**Exercise objective:**
The answer is a stretch of the material below, returned exactly: the line containing "fill:none; stroke-linecap:round; stroke-linejoin:round", the line containing "stroke:#494744; stroke-width:4; stroke-dasharray:4.5", and all lines between.

**Records provided:**
>>
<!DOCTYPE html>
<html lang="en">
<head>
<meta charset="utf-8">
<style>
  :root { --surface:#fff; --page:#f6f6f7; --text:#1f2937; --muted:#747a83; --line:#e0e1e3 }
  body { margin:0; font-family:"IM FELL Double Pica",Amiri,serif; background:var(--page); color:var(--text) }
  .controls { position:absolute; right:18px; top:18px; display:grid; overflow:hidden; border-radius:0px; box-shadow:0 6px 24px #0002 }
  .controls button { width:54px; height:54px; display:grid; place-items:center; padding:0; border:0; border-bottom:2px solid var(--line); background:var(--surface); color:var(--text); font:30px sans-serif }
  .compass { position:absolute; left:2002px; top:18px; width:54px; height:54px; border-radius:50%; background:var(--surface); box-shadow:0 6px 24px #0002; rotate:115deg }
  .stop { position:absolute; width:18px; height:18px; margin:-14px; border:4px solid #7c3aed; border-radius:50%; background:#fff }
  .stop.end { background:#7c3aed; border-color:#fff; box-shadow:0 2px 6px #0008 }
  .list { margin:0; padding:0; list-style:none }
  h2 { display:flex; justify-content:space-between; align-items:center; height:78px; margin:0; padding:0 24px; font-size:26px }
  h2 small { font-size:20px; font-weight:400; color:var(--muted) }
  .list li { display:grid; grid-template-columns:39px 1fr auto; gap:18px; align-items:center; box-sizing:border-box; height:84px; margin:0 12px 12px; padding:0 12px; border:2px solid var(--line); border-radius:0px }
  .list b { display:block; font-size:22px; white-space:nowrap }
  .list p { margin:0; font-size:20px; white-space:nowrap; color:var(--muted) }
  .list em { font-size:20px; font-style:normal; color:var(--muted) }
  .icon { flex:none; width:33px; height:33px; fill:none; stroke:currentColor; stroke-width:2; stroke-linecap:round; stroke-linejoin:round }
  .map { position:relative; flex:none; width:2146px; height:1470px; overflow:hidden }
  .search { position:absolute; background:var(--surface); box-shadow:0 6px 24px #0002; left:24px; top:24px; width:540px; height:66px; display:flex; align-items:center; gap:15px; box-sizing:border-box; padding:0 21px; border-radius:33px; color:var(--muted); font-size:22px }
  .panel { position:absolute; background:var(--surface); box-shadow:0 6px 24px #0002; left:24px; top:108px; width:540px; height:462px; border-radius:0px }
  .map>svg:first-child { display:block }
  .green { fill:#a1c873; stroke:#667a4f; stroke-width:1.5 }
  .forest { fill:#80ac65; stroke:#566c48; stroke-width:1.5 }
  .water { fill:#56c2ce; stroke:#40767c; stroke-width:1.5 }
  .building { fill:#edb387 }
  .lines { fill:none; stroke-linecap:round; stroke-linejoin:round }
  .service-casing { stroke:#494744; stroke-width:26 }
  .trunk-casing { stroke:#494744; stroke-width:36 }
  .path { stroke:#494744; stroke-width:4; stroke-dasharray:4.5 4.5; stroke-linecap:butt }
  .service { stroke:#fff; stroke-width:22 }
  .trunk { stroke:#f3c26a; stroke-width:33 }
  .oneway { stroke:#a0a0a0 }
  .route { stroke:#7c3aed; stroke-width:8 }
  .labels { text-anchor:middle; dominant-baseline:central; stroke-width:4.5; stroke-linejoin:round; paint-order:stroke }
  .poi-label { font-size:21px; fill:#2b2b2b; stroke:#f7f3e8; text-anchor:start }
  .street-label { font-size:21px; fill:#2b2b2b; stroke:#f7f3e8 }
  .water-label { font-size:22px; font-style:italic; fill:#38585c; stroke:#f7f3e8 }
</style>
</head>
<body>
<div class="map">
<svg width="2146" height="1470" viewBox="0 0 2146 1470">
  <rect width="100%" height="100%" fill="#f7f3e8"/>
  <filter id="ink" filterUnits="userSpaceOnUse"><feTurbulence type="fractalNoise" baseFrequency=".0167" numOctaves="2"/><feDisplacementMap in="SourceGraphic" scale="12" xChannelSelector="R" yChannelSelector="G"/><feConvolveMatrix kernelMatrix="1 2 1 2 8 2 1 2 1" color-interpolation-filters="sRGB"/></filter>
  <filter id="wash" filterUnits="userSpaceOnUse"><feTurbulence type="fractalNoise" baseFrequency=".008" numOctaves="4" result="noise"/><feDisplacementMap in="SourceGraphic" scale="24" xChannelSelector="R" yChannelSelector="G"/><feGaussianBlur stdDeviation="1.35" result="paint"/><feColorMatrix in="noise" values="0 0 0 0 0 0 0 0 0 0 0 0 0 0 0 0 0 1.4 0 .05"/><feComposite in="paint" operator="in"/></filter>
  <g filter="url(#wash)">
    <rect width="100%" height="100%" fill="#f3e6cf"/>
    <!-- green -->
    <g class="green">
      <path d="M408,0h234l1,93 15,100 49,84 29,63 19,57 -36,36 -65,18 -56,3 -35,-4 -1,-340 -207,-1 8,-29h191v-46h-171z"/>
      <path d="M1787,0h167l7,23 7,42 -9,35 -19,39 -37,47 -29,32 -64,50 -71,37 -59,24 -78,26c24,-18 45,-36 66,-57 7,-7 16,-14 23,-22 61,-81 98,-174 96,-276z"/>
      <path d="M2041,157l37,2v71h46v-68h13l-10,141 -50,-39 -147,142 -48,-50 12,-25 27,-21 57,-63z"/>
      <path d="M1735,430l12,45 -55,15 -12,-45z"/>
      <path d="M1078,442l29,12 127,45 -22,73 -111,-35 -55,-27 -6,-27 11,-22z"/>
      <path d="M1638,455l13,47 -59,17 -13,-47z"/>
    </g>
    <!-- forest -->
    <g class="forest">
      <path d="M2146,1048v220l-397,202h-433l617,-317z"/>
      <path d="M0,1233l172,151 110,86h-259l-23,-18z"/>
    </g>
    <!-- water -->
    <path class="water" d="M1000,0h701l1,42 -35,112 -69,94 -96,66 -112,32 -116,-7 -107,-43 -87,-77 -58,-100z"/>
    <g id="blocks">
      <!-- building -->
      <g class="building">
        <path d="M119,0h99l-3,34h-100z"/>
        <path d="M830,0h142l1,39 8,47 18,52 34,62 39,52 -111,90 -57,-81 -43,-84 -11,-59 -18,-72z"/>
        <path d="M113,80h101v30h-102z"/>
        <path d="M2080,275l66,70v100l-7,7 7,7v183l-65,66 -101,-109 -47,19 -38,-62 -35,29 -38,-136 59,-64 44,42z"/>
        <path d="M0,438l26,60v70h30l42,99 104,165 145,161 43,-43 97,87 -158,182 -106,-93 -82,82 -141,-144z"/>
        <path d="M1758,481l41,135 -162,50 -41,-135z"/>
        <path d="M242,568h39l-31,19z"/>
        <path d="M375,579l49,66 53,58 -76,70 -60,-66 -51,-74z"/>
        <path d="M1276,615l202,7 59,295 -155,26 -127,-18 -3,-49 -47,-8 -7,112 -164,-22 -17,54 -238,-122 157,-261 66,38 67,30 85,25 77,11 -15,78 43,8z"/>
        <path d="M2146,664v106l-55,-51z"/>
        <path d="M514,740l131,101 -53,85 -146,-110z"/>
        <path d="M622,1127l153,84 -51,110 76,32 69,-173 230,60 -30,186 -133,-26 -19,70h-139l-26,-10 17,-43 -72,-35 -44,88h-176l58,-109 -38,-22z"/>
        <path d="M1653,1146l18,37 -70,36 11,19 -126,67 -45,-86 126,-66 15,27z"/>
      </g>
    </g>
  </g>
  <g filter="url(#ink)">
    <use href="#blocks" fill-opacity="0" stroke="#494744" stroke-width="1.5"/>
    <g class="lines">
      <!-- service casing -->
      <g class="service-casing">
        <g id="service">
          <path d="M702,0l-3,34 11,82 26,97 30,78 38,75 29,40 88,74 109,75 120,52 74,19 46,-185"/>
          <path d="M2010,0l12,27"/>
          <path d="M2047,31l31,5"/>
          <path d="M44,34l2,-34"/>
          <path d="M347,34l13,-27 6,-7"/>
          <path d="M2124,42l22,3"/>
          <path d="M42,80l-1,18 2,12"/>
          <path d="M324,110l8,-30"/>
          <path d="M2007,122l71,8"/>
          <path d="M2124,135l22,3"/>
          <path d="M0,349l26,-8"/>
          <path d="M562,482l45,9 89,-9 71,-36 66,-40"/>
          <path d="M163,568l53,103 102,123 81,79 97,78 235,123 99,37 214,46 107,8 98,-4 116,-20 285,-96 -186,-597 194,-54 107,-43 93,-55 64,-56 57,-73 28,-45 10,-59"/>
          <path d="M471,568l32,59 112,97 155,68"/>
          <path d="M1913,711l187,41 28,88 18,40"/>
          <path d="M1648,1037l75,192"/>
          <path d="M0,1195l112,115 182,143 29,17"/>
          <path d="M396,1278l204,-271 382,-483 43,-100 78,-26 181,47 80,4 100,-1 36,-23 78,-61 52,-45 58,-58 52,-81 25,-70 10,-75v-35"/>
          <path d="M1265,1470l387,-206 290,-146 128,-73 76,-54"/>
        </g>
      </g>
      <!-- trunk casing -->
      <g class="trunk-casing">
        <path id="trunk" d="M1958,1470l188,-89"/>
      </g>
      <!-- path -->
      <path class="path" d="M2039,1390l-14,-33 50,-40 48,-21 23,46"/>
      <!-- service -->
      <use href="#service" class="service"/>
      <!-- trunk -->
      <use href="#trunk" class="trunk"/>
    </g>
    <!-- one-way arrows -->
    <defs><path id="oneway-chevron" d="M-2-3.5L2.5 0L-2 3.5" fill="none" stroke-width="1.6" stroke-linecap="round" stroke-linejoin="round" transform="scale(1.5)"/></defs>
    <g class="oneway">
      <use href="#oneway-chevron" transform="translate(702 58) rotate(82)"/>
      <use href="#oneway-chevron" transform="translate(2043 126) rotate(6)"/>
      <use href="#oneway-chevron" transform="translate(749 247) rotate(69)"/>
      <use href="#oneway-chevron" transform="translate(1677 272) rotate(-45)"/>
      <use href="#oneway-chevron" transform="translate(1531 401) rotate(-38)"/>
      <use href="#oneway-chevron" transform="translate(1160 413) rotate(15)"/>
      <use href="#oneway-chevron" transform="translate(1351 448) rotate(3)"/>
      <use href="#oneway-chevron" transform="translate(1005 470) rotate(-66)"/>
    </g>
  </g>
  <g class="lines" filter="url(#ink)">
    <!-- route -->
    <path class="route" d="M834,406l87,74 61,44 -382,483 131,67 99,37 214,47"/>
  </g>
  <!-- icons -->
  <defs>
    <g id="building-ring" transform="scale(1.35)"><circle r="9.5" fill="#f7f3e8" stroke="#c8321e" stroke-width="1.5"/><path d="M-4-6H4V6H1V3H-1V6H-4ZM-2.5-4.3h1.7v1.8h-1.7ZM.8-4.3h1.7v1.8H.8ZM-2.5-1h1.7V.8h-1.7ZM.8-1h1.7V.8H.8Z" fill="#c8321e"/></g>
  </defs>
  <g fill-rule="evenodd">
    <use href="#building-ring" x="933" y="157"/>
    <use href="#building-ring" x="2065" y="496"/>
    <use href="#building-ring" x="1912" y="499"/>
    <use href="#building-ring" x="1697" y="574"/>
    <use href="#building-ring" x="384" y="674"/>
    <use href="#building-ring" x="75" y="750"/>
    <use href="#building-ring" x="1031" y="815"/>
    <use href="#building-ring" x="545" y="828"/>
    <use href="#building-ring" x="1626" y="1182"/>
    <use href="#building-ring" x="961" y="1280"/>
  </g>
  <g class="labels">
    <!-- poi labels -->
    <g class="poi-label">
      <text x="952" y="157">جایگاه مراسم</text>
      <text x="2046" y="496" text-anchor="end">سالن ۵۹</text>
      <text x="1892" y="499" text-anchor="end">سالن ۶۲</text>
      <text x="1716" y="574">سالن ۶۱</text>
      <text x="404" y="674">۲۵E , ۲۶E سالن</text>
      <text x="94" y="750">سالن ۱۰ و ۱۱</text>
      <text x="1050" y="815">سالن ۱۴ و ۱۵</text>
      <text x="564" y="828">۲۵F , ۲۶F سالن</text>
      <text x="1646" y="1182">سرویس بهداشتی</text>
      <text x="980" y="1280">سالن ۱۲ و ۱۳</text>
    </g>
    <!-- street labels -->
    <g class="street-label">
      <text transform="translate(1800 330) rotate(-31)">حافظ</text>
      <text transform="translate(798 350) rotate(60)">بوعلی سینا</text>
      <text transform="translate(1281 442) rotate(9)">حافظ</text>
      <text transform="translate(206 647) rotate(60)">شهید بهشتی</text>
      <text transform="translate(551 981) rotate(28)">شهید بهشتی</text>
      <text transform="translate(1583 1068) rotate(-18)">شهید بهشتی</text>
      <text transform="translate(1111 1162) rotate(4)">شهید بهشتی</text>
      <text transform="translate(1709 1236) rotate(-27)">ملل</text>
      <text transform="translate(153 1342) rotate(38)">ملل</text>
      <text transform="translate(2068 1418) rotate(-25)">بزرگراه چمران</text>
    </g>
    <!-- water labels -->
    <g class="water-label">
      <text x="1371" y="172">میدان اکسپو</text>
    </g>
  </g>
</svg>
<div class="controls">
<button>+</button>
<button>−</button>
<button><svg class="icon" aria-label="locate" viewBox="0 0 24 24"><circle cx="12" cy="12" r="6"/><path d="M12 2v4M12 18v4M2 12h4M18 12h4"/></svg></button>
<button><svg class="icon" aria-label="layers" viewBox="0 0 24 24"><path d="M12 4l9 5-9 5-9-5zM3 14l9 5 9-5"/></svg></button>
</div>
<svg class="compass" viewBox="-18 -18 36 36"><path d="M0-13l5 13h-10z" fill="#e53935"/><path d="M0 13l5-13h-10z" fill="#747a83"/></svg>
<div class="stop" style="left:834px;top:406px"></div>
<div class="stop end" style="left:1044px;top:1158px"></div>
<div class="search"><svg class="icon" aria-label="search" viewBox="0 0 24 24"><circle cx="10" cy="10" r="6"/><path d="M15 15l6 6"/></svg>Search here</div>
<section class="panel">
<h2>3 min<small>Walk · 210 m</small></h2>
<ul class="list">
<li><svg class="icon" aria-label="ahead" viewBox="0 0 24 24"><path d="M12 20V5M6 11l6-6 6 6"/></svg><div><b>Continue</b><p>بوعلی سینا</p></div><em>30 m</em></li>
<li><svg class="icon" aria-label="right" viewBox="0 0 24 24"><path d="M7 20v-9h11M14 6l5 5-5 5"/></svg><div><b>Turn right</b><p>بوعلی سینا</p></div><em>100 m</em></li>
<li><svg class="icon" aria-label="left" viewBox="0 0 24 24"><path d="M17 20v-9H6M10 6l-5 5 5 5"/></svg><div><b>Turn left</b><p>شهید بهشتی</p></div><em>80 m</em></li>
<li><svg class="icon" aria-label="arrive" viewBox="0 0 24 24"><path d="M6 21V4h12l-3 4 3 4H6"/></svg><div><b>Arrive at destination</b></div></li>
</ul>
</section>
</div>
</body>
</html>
<<
**Result for this exercise:**
  .lines { fill:none; stroke-linecap:round; stroke-linejoin:round }
  .service-casing { stroke:#494744; stroke-width:26 }
  .trunk-casing { stroke:#494744; stroke-width:36 }
  .path { stroke:#494744; stroke-width:4; stroke-dasharray:4.5 4.5; stroke-linecap:butt }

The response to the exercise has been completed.